[TASK TO CARRY OUT] In the entries below, find the string "Nilam" and return each line holding it.

BEGIN INFORMATION SHOWN

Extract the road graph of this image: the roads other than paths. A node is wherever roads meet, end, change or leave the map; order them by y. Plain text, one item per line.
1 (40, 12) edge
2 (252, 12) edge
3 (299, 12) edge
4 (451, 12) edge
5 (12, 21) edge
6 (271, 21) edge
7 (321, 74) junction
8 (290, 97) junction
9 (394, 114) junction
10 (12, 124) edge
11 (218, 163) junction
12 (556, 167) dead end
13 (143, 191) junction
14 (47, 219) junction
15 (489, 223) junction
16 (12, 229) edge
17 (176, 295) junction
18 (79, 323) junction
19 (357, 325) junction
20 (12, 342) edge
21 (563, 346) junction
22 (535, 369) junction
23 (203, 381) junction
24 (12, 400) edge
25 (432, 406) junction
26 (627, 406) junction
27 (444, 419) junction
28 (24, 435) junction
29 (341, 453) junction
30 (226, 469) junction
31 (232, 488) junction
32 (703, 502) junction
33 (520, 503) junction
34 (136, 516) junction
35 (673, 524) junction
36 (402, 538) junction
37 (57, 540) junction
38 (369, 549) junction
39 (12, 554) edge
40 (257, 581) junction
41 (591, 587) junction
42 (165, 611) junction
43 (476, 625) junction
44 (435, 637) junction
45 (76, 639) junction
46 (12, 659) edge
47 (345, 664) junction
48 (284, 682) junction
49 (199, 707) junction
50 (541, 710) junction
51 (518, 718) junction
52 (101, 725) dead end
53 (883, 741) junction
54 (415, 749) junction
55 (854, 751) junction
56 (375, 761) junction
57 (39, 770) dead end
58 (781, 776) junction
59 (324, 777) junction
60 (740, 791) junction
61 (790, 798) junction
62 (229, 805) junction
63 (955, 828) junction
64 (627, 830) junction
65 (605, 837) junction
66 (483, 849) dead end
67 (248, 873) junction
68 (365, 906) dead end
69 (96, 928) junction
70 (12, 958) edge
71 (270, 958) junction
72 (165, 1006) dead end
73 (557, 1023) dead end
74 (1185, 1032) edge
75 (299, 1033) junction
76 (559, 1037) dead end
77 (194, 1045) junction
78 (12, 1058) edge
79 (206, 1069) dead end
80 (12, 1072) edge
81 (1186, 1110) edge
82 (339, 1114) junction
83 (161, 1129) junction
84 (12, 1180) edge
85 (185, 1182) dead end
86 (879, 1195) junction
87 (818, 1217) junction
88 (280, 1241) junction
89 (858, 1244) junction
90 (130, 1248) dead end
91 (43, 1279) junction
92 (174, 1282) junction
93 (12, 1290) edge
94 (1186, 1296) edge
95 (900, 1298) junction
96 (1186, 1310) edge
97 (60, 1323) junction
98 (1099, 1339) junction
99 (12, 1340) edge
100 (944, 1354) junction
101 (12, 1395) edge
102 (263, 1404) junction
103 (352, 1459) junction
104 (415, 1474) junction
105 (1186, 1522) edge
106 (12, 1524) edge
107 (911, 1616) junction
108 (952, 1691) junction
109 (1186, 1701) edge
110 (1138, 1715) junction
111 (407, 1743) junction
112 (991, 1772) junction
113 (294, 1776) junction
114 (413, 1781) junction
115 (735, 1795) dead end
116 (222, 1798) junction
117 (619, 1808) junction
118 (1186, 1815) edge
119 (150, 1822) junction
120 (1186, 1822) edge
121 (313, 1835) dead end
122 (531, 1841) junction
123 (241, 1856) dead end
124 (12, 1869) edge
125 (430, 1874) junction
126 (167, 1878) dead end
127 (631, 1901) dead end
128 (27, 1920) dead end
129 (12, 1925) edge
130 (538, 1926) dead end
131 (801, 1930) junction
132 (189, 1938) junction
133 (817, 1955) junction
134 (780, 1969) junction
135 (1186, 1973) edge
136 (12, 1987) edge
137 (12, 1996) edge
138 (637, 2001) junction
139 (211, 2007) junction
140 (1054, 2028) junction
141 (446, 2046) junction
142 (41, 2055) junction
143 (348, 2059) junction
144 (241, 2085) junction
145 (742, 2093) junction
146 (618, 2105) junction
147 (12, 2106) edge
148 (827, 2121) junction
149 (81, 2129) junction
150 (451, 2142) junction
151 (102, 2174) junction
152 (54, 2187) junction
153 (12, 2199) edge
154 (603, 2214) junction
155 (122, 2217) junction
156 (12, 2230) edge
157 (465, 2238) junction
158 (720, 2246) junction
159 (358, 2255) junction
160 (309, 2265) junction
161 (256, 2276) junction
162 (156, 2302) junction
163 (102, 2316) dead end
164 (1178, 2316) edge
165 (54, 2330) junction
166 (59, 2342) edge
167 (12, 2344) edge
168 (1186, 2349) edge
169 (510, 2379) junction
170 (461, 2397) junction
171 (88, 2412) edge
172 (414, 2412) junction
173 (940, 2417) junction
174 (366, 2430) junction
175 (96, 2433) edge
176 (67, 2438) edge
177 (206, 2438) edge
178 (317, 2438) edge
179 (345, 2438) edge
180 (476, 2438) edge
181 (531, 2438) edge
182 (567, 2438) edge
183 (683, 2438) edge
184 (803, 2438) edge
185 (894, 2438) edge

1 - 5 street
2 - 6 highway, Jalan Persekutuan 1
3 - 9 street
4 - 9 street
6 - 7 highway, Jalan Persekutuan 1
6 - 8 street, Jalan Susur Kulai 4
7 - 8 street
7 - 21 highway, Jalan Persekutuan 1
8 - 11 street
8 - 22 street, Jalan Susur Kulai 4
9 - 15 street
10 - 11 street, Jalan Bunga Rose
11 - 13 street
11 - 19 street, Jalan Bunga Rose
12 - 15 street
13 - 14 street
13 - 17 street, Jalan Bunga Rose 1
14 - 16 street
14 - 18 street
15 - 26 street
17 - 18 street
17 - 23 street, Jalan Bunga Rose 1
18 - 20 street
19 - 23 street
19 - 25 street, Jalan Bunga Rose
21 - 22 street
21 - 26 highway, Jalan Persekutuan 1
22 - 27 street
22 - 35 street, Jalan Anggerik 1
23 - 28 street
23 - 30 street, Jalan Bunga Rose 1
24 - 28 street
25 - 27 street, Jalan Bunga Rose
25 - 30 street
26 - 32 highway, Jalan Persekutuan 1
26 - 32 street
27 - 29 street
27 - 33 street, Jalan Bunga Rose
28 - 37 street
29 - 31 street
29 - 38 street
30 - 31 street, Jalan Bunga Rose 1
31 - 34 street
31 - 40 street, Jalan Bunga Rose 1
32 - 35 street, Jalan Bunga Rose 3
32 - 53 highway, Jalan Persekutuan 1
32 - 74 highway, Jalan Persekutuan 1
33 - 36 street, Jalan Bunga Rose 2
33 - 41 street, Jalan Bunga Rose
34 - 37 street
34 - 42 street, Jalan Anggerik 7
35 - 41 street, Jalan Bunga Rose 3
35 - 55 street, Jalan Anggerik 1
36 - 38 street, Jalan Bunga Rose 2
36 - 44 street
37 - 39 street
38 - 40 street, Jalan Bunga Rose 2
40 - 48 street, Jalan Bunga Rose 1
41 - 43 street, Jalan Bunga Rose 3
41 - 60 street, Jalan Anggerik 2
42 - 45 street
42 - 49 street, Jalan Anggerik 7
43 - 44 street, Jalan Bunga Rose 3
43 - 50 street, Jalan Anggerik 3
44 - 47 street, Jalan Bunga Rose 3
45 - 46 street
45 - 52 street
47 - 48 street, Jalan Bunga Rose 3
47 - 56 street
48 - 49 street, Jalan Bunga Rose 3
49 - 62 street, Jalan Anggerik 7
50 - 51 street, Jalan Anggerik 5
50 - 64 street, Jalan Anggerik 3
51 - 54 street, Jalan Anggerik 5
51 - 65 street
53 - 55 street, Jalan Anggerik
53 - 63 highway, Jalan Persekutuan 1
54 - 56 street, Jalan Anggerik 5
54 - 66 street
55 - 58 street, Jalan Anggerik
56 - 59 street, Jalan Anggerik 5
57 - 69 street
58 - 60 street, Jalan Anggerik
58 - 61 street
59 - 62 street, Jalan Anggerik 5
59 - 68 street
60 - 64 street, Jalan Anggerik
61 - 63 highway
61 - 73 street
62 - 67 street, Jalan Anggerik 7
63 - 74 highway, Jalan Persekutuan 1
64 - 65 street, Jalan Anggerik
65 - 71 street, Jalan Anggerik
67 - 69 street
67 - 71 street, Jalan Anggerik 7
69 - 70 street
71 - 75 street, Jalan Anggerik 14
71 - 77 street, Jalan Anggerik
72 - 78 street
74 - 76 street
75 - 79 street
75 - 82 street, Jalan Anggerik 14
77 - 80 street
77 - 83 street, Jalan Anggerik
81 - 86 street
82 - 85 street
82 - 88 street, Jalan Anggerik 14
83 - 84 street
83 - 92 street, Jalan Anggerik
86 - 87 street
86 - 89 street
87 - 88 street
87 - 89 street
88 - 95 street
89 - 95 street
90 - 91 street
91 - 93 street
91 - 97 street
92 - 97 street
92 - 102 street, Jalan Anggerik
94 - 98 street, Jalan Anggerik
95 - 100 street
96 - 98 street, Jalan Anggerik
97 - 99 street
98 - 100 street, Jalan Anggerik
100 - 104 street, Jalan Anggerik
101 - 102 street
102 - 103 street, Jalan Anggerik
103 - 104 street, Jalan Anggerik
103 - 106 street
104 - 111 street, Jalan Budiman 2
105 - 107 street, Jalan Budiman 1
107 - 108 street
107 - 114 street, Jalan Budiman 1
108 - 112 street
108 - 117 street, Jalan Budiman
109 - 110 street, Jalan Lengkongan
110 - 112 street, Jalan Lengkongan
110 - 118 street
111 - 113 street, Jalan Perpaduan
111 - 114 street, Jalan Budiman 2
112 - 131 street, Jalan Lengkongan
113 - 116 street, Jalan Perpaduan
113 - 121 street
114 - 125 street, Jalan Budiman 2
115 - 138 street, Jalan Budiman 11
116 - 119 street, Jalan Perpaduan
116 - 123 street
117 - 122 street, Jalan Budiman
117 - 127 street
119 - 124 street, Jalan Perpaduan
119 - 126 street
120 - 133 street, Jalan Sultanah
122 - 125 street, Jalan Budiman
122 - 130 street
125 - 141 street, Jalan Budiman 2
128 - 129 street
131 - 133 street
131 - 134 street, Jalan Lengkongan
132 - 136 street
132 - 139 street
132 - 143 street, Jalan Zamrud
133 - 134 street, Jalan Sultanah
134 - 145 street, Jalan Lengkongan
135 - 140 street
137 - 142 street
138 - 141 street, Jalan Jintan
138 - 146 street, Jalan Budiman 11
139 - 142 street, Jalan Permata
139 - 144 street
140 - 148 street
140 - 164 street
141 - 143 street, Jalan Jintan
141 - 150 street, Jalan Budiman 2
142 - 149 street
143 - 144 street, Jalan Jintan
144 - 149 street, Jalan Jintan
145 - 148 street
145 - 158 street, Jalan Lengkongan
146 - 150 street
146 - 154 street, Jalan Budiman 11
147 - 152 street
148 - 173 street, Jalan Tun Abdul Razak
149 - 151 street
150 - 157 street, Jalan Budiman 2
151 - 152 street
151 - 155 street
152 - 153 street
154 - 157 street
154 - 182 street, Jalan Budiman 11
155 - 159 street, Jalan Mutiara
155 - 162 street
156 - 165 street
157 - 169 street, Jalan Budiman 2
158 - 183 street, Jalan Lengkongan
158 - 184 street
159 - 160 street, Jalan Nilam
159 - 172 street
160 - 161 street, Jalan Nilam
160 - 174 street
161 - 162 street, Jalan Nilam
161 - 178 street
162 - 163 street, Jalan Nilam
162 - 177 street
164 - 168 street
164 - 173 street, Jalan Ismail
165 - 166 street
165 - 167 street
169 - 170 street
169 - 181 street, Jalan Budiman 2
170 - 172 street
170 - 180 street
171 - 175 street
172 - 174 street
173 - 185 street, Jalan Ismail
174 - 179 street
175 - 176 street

END INFORMATION SHOWN

[SOLUTION BELOW]
159 - 160 street, Jalan Nilam
160 - 161 street, Jalan Nilam
161 - 162 street, Jalan Nilam
162 - 163 street, Jalan Nilam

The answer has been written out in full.